= Beginning of Section =

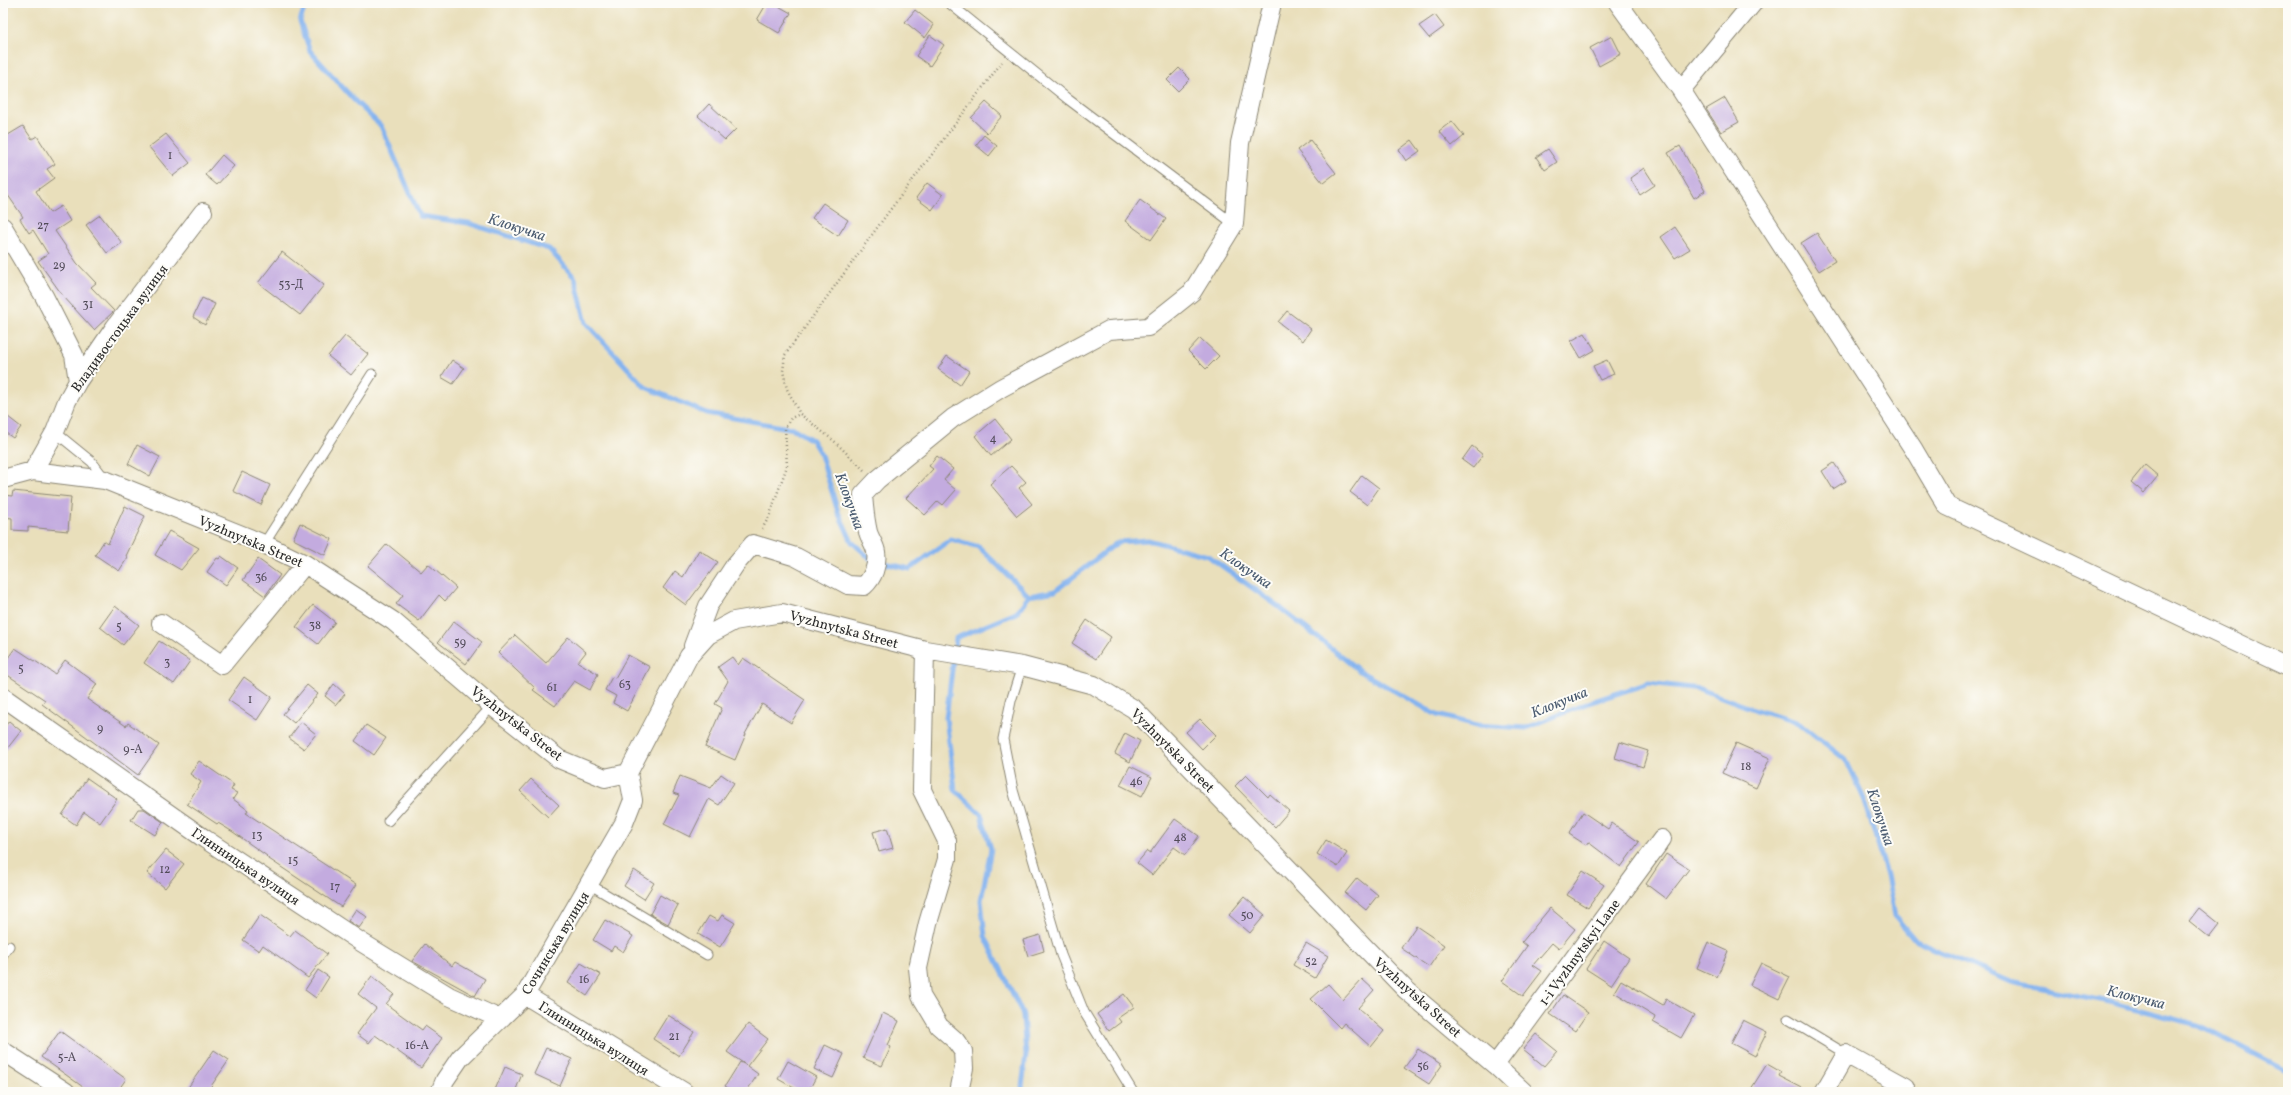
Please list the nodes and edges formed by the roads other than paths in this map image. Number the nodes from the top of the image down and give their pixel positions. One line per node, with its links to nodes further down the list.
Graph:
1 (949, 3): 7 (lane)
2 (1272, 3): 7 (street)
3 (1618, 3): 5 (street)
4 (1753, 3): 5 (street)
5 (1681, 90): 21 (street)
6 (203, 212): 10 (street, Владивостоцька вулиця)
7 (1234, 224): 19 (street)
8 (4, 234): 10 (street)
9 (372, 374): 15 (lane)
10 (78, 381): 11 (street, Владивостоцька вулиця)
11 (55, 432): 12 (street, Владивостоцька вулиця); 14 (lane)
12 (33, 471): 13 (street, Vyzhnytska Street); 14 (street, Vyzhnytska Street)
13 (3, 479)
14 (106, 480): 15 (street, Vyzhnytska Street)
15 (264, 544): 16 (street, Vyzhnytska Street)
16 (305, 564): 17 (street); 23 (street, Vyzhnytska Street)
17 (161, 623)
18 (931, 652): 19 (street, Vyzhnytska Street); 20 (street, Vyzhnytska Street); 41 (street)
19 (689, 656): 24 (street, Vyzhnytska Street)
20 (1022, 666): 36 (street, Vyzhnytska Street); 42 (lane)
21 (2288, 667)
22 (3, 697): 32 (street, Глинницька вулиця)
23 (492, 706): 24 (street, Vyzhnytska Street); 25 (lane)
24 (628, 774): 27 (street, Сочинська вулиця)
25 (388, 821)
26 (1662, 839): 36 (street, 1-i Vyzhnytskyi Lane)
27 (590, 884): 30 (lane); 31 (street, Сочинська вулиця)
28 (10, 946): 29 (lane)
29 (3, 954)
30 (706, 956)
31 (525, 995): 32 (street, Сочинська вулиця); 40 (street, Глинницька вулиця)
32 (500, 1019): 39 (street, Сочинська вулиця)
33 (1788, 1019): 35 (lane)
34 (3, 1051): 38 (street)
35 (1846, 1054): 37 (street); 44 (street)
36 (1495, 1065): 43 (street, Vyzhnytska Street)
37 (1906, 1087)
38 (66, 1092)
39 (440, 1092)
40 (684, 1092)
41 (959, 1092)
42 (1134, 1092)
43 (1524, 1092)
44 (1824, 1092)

= End of Section =
= Beginning of Section =

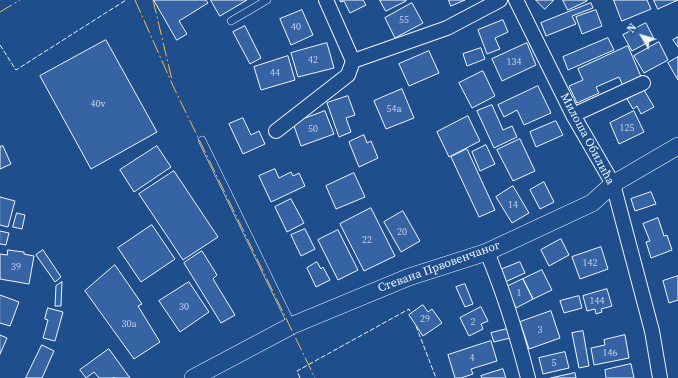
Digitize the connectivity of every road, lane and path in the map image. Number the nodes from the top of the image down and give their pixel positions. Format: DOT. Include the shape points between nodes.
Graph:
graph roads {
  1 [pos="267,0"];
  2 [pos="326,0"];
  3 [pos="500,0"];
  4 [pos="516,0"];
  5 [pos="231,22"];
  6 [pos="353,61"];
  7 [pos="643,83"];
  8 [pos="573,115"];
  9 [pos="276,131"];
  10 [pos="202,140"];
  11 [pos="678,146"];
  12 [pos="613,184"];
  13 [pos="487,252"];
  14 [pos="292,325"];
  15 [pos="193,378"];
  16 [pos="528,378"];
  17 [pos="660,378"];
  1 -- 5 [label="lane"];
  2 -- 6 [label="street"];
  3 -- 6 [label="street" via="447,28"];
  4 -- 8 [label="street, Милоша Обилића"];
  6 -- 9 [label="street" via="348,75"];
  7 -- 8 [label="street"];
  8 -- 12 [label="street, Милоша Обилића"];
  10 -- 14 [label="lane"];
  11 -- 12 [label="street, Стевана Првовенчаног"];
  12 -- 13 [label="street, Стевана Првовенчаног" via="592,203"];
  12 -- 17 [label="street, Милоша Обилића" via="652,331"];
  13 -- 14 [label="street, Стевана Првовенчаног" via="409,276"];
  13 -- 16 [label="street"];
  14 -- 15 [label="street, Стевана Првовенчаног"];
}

= End of Section =

*Task goal:*
How many lines of the entries contain "from"? Answer with a number alone.

*Problem solution:*
2